Listed records:

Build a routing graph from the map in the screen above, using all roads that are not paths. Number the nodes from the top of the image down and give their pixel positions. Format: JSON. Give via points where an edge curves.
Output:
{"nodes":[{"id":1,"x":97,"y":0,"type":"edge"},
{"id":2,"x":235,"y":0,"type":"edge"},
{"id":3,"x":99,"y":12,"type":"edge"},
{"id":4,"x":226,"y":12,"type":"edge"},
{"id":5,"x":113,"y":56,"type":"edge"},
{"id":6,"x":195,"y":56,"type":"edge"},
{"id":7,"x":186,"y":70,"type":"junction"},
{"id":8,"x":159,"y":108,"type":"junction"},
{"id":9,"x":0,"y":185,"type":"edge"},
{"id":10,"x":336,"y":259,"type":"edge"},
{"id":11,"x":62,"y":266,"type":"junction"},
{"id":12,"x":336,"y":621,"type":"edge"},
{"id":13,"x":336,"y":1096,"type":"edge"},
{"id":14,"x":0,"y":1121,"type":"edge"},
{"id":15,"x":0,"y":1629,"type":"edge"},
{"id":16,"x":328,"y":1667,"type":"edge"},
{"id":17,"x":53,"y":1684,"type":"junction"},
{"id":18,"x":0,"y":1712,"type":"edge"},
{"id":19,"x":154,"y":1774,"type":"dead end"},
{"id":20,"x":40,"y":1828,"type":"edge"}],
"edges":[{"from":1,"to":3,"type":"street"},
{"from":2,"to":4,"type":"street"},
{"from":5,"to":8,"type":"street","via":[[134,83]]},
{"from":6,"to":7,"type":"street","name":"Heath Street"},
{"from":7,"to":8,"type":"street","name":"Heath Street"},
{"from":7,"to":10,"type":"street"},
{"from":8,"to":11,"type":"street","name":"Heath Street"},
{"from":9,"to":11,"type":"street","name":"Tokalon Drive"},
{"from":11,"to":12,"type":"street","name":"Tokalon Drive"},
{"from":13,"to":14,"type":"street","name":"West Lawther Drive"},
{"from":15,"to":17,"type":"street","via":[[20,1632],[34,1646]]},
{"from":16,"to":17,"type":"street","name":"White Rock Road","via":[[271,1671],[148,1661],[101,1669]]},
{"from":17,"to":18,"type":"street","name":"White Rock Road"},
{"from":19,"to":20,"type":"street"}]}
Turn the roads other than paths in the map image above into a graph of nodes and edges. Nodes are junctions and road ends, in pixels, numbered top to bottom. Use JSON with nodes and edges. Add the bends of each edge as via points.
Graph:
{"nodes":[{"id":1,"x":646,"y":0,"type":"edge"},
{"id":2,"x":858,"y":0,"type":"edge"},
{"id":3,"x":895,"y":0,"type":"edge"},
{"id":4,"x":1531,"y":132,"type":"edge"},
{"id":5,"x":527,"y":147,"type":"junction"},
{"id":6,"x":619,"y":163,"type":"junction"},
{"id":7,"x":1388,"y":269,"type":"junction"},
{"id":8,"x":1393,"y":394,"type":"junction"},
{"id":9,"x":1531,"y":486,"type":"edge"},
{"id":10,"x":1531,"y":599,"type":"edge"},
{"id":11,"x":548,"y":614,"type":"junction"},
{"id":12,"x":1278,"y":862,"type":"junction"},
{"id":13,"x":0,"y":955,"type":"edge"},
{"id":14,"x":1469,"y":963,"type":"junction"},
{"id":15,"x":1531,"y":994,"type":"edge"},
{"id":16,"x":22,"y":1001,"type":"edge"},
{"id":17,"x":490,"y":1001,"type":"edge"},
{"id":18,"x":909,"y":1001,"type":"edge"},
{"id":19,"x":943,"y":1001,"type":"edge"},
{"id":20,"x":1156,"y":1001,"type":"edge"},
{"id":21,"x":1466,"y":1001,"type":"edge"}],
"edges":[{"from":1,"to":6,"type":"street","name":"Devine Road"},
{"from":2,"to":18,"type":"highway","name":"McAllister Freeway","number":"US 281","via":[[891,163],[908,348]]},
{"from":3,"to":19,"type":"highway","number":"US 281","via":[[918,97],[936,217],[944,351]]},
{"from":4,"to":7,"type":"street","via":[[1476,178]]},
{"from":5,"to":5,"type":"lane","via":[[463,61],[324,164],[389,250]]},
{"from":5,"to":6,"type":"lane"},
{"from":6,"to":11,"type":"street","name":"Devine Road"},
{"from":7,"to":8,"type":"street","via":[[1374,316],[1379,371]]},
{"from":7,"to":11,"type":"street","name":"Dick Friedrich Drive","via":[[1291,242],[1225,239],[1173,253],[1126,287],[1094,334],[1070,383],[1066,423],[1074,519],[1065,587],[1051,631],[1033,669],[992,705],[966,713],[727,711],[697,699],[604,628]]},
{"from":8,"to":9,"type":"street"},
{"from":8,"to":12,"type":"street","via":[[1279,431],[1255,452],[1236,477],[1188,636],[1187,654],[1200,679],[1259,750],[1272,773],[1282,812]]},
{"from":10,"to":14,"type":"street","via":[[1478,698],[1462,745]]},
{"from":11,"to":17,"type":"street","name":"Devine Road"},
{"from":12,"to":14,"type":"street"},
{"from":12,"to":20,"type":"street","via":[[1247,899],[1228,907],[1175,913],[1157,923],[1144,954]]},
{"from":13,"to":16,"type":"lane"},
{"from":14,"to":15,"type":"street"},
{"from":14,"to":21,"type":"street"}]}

Work request:
Give the records back in full, word for word.

Solved exercise:
Build a routing graph from the map in the screen above, using all roads that are not paths. Number the nodes from the top of the image down and give their pixel positions. Format: JSON. Give via points where an edge curves.
Output:
{"nodes":[{"id":1,"x":97,"y":0,"type":"edge"},
{"id":2,"x":235,"y":0,"type":"edge"},
{"id":3,"x":99,"y":12,"type":"edge"},
{"id":4,"x":226,"y":12,"type":"edge"},
{"id":5,"x":113,"y":56,"type":"edge"},
{"id":6,"x":195,"y":56,"type":"edge"},
{"id":7,"x":186,"y":70,"type":"junction"},
{"id":8,"x":159,"y":108,"type":"junction"},
{"id":9,"x":0,"y":185,"type":"edge"},
{"id":10,"x":336,"y":259,"type":"edge"},
{"id":11,"x":62,"y":266,"type":"junction"},
{"id":12,"x":336,"y":621,"type":"edge"},
{"id":13,"x":336,"y":1096,"type":"edge"},
{"id":14,"x":0,"y":1121,"type":"edge"},
{"id":15,"x":0,"y":1629,"type":"edge"},
{"id":16,"x":328,"y":1667,"type":"edge"},
{"id":17,"x":53,"y":1684,"type":"junction"},
{"id":18,"x":0,"y":1712,"type":"edge"},
{"id":19,"x":154,"y":1774,"type":"dead end"},
{"id":20,"x":40,"y":1828,"type":"edge"}],
"edges":[{"from":1,"to":3,"type":"street"},
{"from":2,"to":4,"type":"street"},
{"from":5,"to":8,"type":"street","via":[[134,83]]},
{"from":6,"to":7,"type":"street","name":"Heath Street"},
{"from":7,"to":8,"type":"street","name":"Heath Street"},
{"from":7,"to":10,"type":"street"},
{"from":8,"to":11,"type":"street","name":"Heath Street"},
{"from":9,"to":11,"type":"street","name":"Tokalon Drive"},
{"from":11,"to":12,"type":"street","name":"Tokalon Drive"},
{"from":13,"to":14,"type":"street","name":"West Lawther Drive"},
{"from":15,"to":17,"type":"street","via":[[20,1632],[34,1646]]},
{"from":16,"to":17,"type":"street","name":"White Rock Road","via":[[271,1671],[148,1661],[101,1669]]},
{"from":17,"to":18,"type":"street","name":"White Rock Road"},
{"from":19,"to":20,"type":"street"}]}
Turn the roads other than paths in the map image above into a graph of nodes and edges. Nodes are junctions and road ends, in pixels, numbered top to bottom. Use JSON with nodes and edges. Add the bends of each edge as via points.
Graph:
{"nodes":[{"id":1,"x":646,"y":0,"type":"edge"},
{"id":2,"x":858,"y":0,"type":"edge"},
{"id":3,"x":895,"y":0,"type":"edge"},
{"id":4,"x":1531,"y":132,"type":"edge"},
{"id":5,"x":527,"y":147,"type":"junction"},
{"id":6,"x":619,"y":163,"type":"junction"},
{"id":7,"x":1388,"y":269,"type":"junction"},
{"id":8,"x":1393,"y":394,"type":"junction"},
{"id":9,"x":1531,"y":486,"type":"edge"},
{"id":10,"x":1531,"y":599,"type":"edge"},
{"id":11,"x":548,"y":614,"type":"junction"},
{"id":12,"x":1278,"y":862,"type":"junction"},
{"id":13,"x":0,"y":955,"type":"edge"},
{"id":14,"x":1469,"y":963,"type":"junction"},
{"id":15,"x":1531,"y":994,"type":"edge"},
{"id":16,"x":22,"y":1001,"type":"edge"},
{"id":17,"x":490,"y":1001,"type":"edge"},
{"id":18,"x":909,"y":1001,"type":"edge"},
{"id":19,"x":943,"y":1001,"type":"edge"},
{"id":20,"x":1156,"y":1001,"type":"edge"},
{"id":21,"x":1466,"y":1001,"type":"edge"}],
"edges":[{"from":1,"to":6,"type":"street","name":"Devine Road"},
{"from":2,"to":18,"type":"highway","name":"McAllister Freeway","number":"US 281","via":[[891,163],[908,348]]},
{"from":3,"to":19,"type":"highway","number":"US 281","via":[[918,97],[936,217],[944,351]]},
{"from":4,"to":7,"type":"street","via":[[1476,178]]},
{"from":5,"to":5,"type":"lane","via":[[463,61],[324,164],[389,250]]},
{"from":5,"to":6,"type":"lane"},
{"from":6,"to":11,"type":"street","name":"Devine Road"},
{"from":7,"to":8,"type":"street","via":[[1374,316],[1379,371]]},
{"from":7,"to":11,"type":"street","name":"Dick Friedrich Drive","via":[[1291,242],[1225,239],[1173,253],[1126,287],[1094,334],[1070,383],[1066,423],[1074,519],[1065,587],[1051,631],[1033,669],[992,705],[966,713],[727,711],[697,699],[604,628]]},
{"from":8,"to":9,"type":"street"},
{"from":8,"to":12,"type":"street","via":[[1279,431],[1255,452],[1236,477],[1188,636],[1187,654],[1200,679],[1259,750],[1272,773],[1282,812]]},
{"from":10,"to":14,"type":"street","via":[[1478,698],[1462,745]]},
{"from":11,"to":17,"type":"street","name":"Devine Road"},
{"from":12,"to":14,"type":"street"},
{"from":12,"to":20,"type":"street","via":[[1247,899],[1228,907],[1175,913],[1157,923],[1144,954]]},
{"from":13,"to":16,"type":"lane"},
{"from":14,"to":15,"type":"street"},
{"from":14,"to":21,"type":"street"}]}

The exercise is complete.